In an age where technology is so accessible that the convenience of digital photography almost overshadows the darkroom process, Alyssa Salomon's work is refreshing and serves as a reminder for the beauty that patience can yield. “Seeing is the essence of processing… You can only see what you already know.” This philosophy has allowed her art to act as a direct reference to life rather than its reproduction. Saltwork was exhibited at the Page Bond Gallery between January and February of last year, providing separate arrangements of daguerreotypes and cyanotypes mounted throughout the cozy space towards the end of the room. During an artist talk at the gallery, she shared her understanding of salt as “the keeper of light and agent against time,” preserving collections of life and creating history. “Professor Lindauer’s Museum Studies Books” displays a towering pile of literature with miniature watchmen standing frozen in anticipation.

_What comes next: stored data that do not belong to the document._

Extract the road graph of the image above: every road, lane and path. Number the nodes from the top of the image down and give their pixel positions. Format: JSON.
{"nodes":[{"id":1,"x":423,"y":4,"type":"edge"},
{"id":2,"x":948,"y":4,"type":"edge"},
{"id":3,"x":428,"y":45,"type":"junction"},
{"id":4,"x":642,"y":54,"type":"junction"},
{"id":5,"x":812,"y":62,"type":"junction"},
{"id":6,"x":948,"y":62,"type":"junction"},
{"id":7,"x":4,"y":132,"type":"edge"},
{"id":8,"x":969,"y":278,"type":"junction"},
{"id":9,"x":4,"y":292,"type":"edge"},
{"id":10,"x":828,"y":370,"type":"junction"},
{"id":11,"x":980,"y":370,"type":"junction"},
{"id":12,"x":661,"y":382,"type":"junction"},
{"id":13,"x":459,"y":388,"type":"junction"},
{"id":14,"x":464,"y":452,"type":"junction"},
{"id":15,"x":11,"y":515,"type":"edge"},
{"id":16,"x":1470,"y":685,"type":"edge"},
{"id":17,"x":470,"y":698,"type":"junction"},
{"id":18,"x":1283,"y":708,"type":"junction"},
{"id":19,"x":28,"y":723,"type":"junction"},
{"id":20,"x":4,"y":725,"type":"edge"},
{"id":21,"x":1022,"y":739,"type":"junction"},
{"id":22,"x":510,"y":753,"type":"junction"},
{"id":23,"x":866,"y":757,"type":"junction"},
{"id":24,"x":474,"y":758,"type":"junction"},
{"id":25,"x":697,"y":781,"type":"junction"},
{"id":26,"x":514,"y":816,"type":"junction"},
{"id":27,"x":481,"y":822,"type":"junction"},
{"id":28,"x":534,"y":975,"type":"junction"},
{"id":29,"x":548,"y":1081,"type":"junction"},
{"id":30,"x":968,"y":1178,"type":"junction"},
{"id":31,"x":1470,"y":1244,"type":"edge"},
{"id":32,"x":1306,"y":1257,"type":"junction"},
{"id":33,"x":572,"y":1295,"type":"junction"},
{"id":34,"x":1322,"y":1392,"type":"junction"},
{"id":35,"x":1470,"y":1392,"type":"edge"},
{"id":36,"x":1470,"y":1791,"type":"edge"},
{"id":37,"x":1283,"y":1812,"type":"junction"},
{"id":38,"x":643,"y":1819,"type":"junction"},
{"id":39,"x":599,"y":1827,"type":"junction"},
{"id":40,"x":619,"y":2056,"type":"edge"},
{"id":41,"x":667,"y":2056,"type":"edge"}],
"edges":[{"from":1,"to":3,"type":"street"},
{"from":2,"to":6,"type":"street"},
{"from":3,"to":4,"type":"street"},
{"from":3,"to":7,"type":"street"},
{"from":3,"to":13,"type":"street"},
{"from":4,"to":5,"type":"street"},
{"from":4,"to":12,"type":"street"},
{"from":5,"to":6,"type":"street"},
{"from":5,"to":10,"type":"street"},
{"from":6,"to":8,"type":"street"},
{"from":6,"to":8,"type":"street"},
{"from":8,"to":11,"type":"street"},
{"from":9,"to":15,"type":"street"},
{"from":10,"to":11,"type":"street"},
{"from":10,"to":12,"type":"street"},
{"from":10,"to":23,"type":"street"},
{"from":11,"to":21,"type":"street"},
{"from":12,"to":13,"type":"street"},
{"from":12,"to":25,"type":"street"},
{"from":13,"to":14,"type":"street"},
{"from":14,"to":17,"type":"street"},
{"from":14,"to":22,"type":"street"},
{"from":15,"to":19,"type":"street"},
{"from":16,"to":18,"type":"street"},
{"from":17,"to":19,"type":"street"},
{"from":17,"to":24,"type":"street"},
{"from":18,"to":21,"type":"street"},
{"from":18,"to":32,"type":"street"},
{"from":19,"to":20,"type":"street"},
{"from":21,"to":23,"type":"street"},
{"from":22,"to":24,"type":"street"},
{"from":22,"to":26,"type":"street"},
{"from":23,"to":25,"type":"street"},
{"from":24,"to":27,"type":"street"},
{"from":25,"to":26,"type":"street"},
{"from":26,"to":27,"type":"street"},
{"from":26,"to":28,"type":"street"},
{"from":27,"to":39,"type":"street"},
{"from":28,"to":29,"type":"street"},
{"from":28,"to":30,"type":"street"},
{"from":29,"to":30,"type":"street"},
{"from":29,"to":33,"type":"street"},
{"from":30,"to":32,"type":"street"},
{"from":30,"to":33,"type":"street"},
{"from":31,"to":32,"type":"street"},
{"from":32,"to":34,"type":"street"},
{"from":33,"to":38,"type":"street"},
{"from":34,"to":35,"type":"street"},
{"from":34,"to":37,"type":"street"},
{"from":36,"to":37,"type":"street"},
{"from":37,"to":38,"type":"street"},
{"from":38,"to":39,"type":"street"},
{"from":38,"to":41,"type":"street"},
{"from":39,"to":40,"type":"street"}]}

Each daguerreotype was housed in a small black frame, and upon the walls, they appeared as a collection of tiny mirrors.

Her work reflects portraits of ideas and of human-ness rather than the figure itself, which is something I enjoy. The small scale of her pieces calls for much attention to the sharp details of where the salt has oxidized. It is a clever metaphor to how the responsibility of interpretation lies with the viewer, whose own image is instantly held in captivity by the frames that enclose her work.